I've recently finished Thought Contagion, and it's a rather disappointing text - in many cases, Lynch generalizes fairly heavily. My heaviest complaint, however, is that the model he postulates allows for no mutation - memes, at least as Lynch describes them, propagate but generally do not change (he provides several models for propagation, but none for mutation, which irks). Now, given that Thought Contagion is intended as a popularizer, rather than a scholarly text, I may be judging Lynch too harshly by association. Unfortunately, memetics, as put forward in the books, really seems to be warmed-over evolutionary psychology and doesn't really provide an adequate model of describing how hysteria spreads so heavily on the internet.

However, Lynch's _Data Smog_ is an excellent text on information overload, the only other one I've found useful was Patricia Wallace's _The Psychology Of The Internet_. The major problem I had with Wallace's stuff is that she focuses a little too heavily on MUDs which I always think of as kind of the Anna Kournikova of internet discourse - they get a lot of attention, but they're not where the real (inter)action is. Unless you're Sergei Federov...

-- Anonymous, October 21, 2001


MPC,

You are quite correct. I will leave it to the Academic Peers to judge A.Lynch's work. He was correct about Y2k FUD but whether such ideas have a "General Solution" (to borrow a phrase from Differential Equations) and a "general case" can be modeled, remains to be shown.

In most cases, the Meme Mutations are the very thing that prevents the weird from becoming "mass movements" (in most cases). This is the reality of group interactions and the basis of politics. Most of the Weirdo things are more or less self-correcting. This is why Cults stay "cults" and minor fragments of the political spectrum remain ignored no matter how loud they scream nor how much money they have. H.L. Hunt tossed many millions away trying to promote HIS "idea of freedoms" and who even remembers him today beside his family and the people who deal in historic curiousities. The same will be said for the "environmentalists" and the "peaceniks" and the assorted Basket Weavers of 1968 who now sing a far different song since WTC or risk losing ALL the little credibility they have.

But there are some that do not "Mutate" and rather remain in tact. We see the repeat play of all the Slogans from the 1970s "Oil Shortages" even to the point of D. Yergin coming out from under his rock with a replay of "Energy Futures" (though he at least had the sense not to republish it or "update" it ala YourToast).

It is rather remarkable also that the "Green Movement" maintains that ALL its Credos are TRUE no matter what has or has not happened for the last 25 years. No matter what, they will simply insist "we can't sustain ourselves".

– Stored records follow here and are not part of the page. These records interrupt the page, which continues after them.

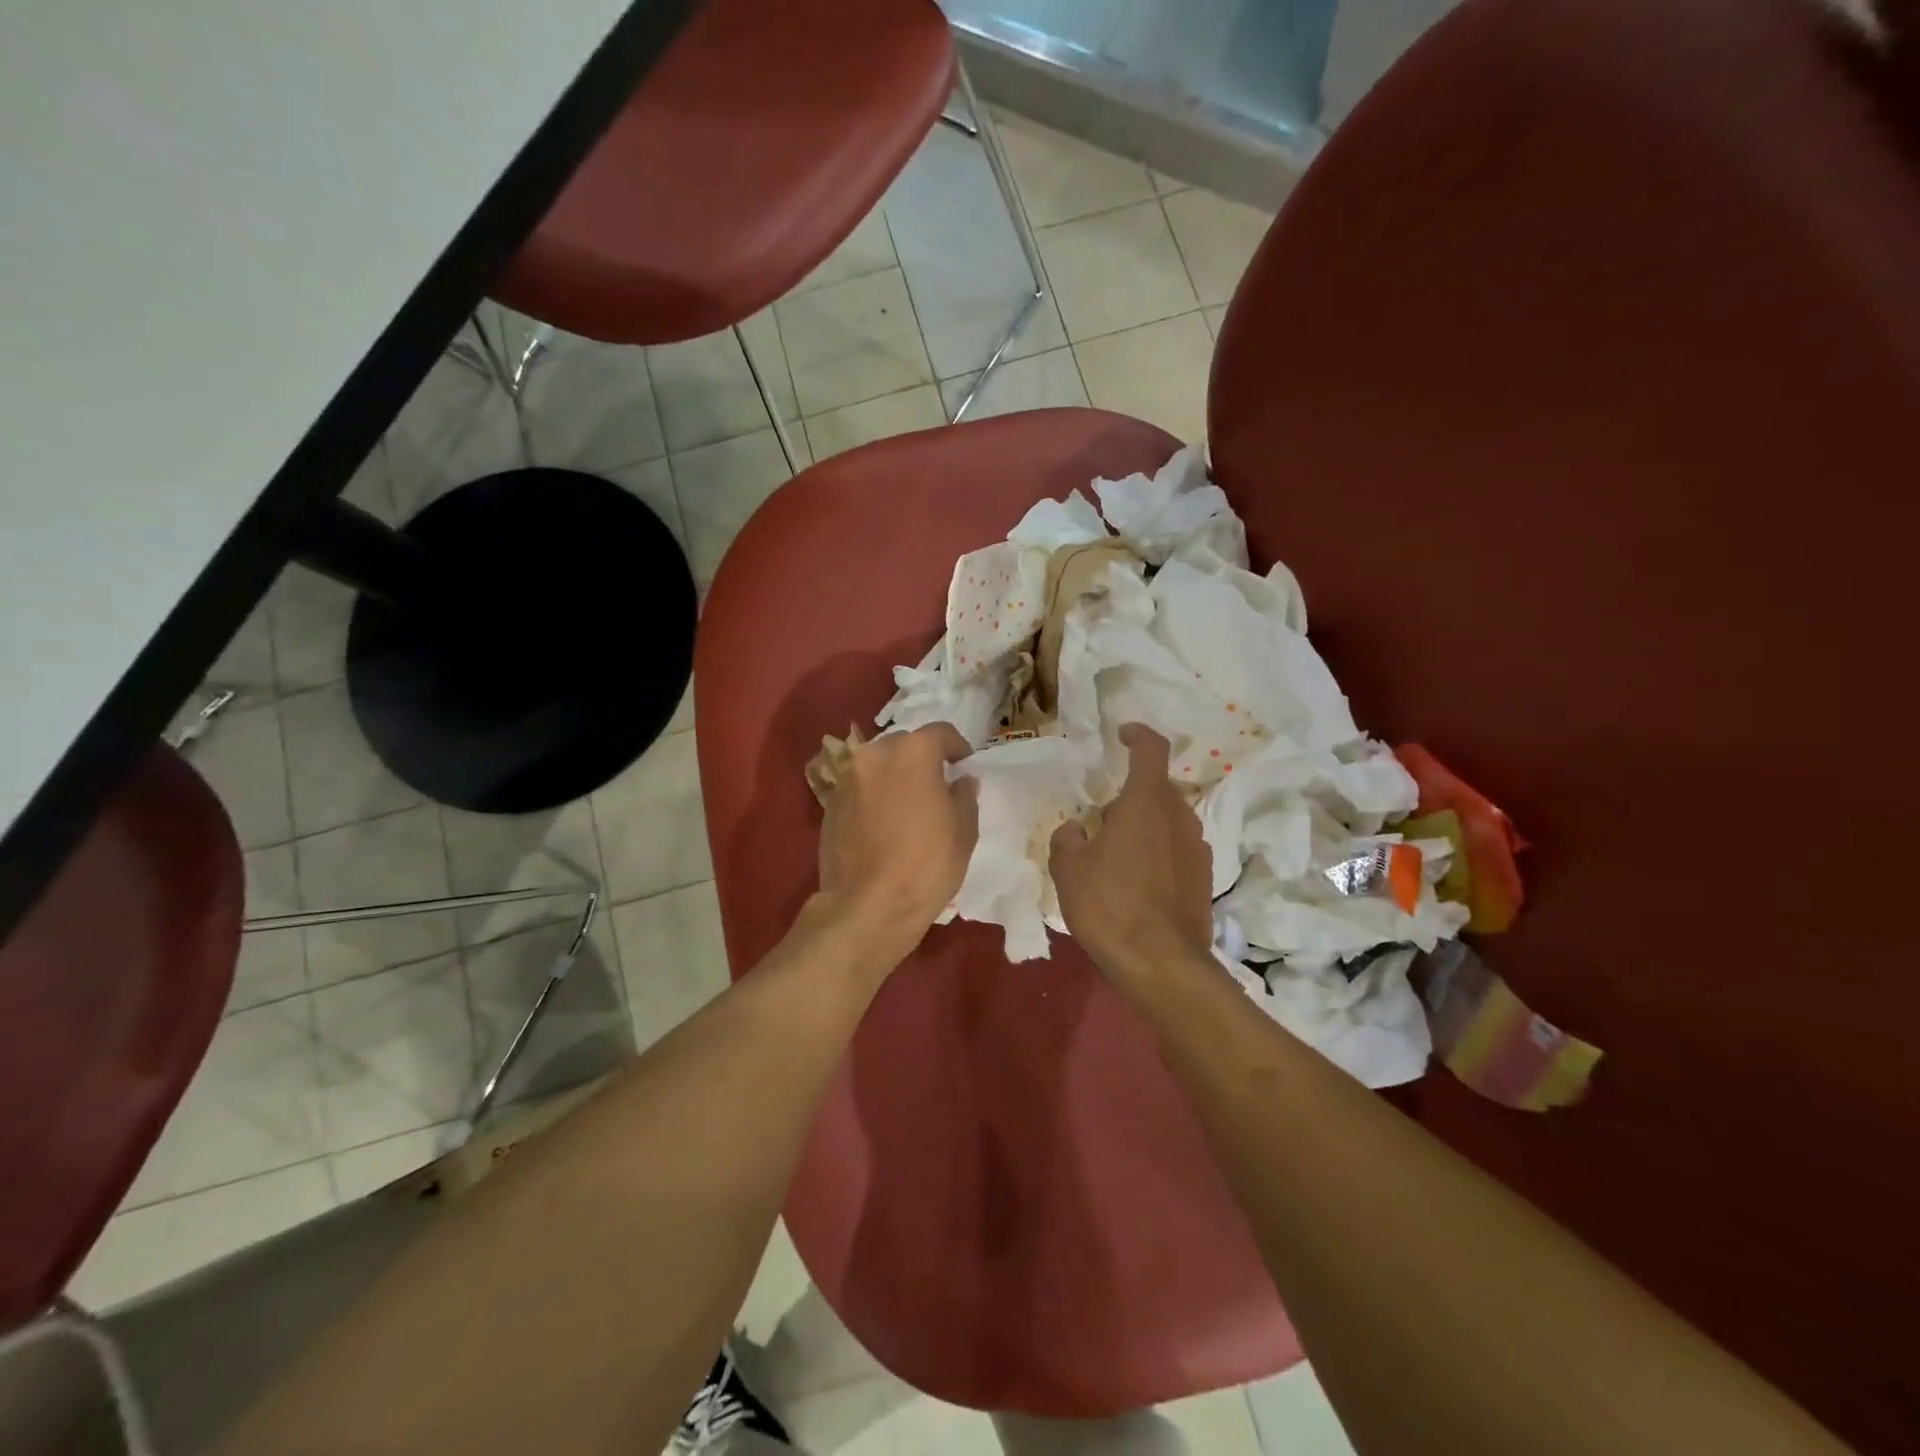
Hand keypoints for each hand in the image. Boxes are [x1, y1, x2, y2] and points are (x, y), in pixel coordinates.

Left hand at [816, 723, 978, 958]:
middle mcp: (874, 755)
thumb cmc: (926, 866)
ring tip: (907, 804)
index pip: (940, 732)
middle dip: (922, 757)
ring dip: (894, 775)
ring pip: (877, 764)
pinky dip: (874, 794)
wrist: (867, 907)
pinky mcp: (829, 805)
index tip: (963, 765)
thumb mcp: (963, 832)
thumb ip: (964, 796)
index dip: (957, 746)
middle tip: (936, 784)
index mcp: (912, 753)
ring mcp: (846, 779)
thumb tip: (962, 781)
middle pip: (904, 743)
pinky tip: (883, 823)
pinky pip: (859, 787)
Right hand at [1050, 724, 1213, 983]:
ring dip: (1144, 825)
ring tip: (1116, 855)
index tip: (1122, 735)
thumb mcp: (1068, 869)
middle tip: (1101, 820)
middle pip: (1157, 789)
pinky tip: (1136, 882)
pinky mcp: (1205, 878)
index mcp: (1146, 802)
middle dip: (1130, 795)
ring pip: (1168, 820)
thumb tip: (1075, 830)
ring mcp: (1198, 848)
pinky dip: (1157, 852)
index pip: (1151, 749)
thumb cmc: (1110, 905)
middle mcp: (1179, 816)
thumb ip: (1068, 839)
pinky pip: (1177, 849)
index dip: (1137, 735)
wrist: (1162, 964)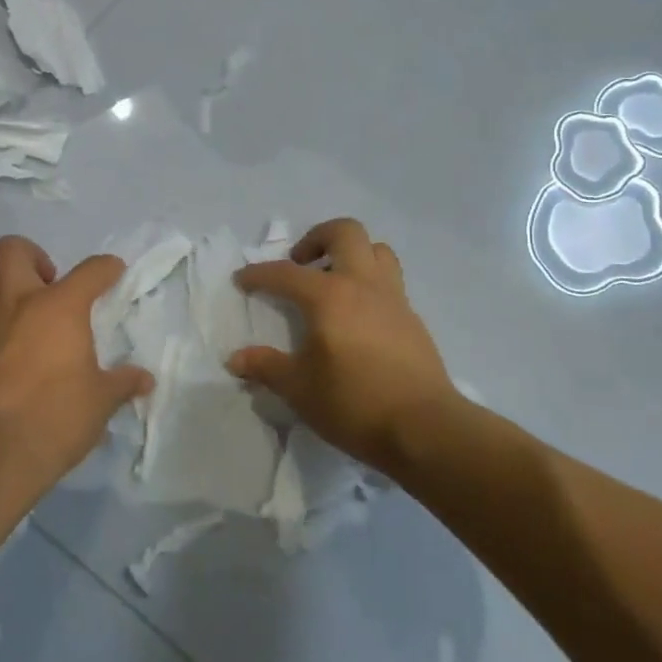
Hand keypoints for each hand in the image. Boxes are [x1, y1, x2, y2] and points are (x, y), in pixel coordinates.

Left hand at [0, 236, 153, 499]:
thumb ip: (122, 383)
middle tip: (49, 282)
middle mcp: (17, 304)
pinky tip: (2, 352)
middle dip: (32, 255)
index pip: (90, 271)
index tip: (113, 271)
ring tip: (21, 307)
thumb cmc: (56, 418)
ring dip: (2, 282)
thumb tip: (144, 380)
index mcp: (59, 307)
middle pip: (12, 250)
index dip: (106, 267)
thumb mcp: (101, 401)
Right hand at [228, 218, 467, 476]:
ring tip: (333, 280)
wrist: (424, 429)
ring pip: (376, 250)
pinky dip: (369, 284)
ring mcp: (393, 299)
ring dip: (352, 254)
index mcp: (329, 296)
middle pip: (345, 233)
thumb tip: (236, 359)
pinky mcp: (412, 319)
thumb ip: (266, 367)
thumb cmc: (354, 403)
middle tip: (300, 262)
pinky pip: (390, 282)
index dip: (258, 274)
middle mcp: (362, 285)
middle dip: (317, 238)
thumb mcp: (298, 389)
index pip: (285, 274)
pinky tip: (357, 317)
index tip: (241, 280)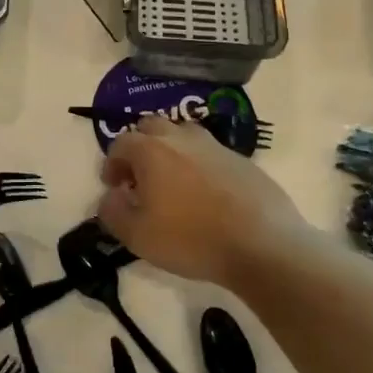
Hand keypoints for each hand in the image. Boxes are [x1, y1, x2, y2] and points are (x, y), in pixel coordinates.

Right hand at [97, 117, 309, 289]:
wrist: (262, 245)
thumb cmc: (191, 239)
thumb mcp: (136, 236)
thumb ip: (113, 212)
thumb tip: (110, 196)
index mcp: (151, 150)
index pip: (121, 142)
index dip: (112, 163)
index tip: (114, 186)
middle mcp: (182, 138)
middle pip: (152, 127)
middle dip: (140, 147)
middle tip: (140, 177)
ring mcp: (216, 146)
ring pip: (184, 135)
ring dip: (171, 151)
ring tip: (173, 182)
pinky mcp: (243, 161)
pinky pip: (211, 154)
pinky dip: (200, 165)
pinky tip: (206, 195)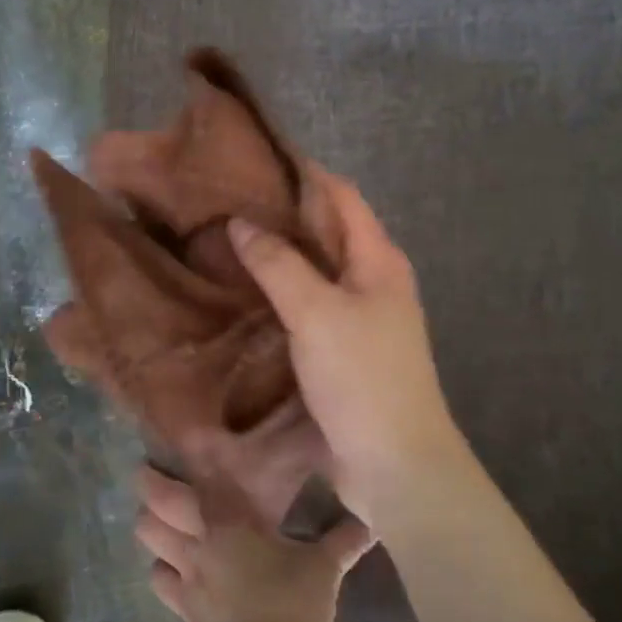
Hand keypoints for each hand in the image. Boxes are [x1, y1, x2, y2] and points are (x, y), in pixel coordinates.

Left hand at [134, 465, 373, 621]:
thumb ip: (342, 541)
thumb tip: (370, 522)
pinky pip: (174, 608)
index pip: (180, 491)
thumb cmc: (292, 604)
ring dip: (159, 553)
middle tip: (152, 497)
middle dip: (147, 508)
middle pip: (149, 523)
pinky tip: (195, 602)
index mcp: (223, 527)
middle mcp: (194, 553)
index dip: (160, 476)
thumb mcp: (324, 569)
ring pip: (153, 563)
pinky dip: (181, 600)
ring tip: (171, 547)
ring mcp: (185, 595)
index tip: (150, 464)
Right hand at [228, 168, 468, 527]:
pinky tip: (245, 294)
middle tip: (227, 200)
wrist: (395, 463)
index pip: (341, 196)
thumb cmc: (362, 377)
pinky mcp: (343, 351)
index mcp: (379, 260)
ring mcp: (360, 318)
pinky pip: (308, 307)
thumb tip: (241, 224)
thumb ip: (279, 265)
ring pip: (315, 271)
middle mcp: (373, 281)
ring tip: (226, 240)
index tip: (255, 158)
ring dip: (279, 255)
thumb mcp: (316, 313)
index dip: (304, 172)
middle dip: (283, 213)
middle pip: (328, 231)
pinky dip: (280, 293)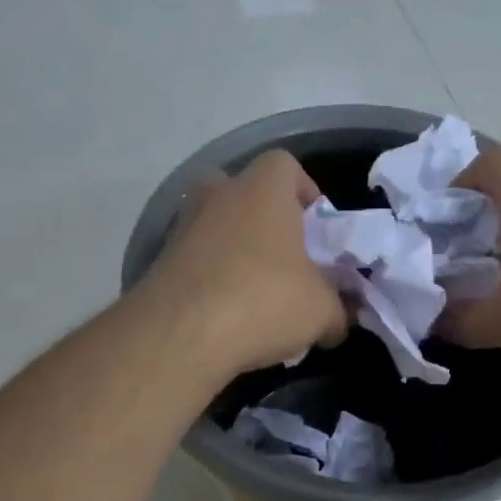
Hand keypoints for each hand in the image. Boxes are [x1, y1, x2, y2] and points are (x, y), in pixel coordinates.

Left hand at [139, 149, 347, 374]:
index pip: (285, 165)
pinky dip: (213, 279)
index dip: (305, 191)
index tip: (316, 228)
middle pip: (244, 192)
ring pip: (216, 227)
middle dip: (265, 219)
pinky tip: (229, 316)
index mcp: (262, 190)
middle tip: (285, 257)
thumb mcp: (321, 312)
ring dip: (236, 251)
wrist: (180, 335)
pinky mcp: (160, 263)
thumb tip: (339, 322)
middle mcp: (217, 196)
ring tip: (257, 294)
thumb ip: (337, 310)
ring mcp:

The first Web enabled Meme that did not mutate but merely changed its PR tactics was clearly, "Y2k Preparedness" (NOT the Computer problem which most of the original scare mongers modified their views on ((though some of the latter day saints who came to milk it (YourToast and St. Lean) never modified.

However, the fascination of the Doomzie/Leftist alliance over Y2k FEAR and FUD Movement (complete with a cookbook from "Sallie", friend of Paula) was the fact that so many diverse pressure groups bought into the Y2k Meme and promulgated it almost intact. Even as time moved along from the height of the movement in late 1998 and through '99, they merely discarded or ignored ANY EVIDENCE that contradicted the Founding Principles of the Y2k End Times scenarios that were originally outlined by Duct Tape, Hyatt and Yore-Toast-ED (and in Brer Gary's case, mostly based on his notes from former "crisis" he had whipped up almost completely true to those outlines. "Domino Effect", "fragile infrastructure", lack of time, lack of resources, lack of will because of the Traitor Don't Get Its (DGIs) and so on ad infin.